Problem: Locate every line in the records below that contains the word "pixels", and copy each one.
▬▬▬
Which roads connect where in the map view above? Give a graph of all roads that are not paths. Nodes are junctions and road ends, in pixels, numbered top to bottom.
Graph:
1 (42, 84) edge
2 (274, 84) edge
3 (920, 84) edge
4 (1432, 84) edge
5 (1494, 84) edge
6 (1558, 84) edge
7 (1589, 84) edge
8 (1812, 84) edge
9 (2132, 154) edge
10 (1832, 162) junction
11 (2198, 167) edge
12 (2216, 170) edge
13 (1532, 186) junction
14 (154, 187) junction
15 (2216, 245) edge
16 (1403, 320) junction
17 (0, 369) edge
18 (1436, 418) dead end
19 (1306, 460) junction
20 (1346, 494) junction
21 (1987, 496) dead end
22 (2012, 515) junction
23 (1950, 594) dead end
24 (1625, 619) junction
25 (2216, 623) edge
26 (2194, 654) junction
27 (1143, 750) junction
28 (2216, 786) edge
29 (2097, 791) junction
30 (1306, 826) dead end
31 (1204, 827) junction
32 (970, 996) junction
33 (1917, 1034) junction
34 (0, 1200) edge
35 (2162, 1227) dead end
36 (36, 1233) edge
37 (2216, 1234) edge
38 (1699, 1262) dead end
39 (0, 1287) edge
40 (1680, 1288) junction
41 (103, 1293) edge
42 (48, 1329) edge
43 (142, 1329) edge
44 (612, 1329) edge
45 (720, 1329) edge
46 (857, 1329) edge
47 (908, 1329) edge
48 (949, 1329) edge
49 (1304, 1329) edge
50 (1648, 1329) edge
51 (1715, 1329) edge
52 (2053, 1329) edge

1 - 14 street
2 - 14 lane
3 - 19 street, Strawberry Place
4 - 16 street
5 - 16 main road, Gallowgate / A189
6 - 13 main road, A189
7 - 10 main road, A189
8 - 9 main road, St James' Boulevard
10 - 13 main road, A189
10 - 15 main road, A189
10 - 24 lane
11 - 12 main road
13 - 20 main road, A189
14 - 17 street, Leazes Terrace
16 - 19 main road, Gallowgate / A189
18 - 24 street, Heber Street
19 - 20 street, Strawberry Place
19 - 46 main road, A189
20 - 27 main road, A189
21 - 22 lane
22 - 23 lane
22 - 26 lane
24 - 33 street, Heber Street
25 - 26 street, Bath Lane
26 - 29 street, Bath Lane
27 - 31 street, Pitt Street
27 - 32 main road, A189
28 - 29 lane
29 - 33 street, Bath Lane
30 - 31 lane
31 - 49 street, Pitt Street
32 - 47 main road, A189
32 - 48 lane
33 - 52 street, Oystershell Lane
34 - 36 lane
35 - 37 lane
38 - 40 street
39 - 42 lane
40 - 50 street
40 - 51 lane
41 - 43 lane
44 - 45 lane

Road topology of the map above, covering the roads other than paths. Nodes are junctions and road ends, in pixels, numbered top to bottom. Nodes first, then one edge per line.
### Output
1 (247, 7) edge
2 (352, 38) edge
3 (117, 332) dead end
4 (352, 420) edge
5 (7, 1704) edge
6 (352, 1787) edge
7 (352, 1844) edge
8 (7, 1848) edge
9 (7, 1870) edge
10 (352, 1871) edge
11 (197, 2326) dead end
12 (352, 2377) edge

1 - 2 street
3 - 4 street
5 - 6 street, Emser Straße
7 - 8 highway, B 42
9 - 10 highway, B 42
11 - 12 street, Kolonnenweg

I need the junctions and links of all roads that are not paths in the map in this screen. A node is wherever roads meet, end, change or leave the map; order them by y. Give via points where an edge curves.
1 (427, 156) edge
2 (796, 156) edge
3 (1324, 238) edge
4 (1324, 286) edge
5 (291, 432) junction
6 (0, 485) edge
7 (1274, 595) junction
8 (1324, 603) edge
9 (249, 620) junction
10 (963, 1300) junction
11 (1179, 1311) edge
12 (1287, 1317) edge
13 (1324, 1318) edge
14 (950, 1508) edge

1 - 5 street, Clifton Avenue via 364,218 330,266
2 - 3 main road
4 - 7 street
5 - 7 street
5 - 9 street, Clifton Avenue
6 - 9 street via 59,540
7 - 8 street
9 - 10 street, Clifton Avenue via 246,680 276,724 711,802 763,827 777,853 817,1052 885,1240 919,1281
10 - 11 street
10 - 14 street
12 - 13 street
▬▬▬
Exercise response:
Which roads connect where in the map view above? Give a graph of all roads that are not paths. Nodes are junctions and road ends, in pixels, numbered top to bottom.
Road topology of the map above, covering the roads other than paths. Nodes are junctions and road ends, in pixels, numbered top to bottom. Nodes first, then one edge per line.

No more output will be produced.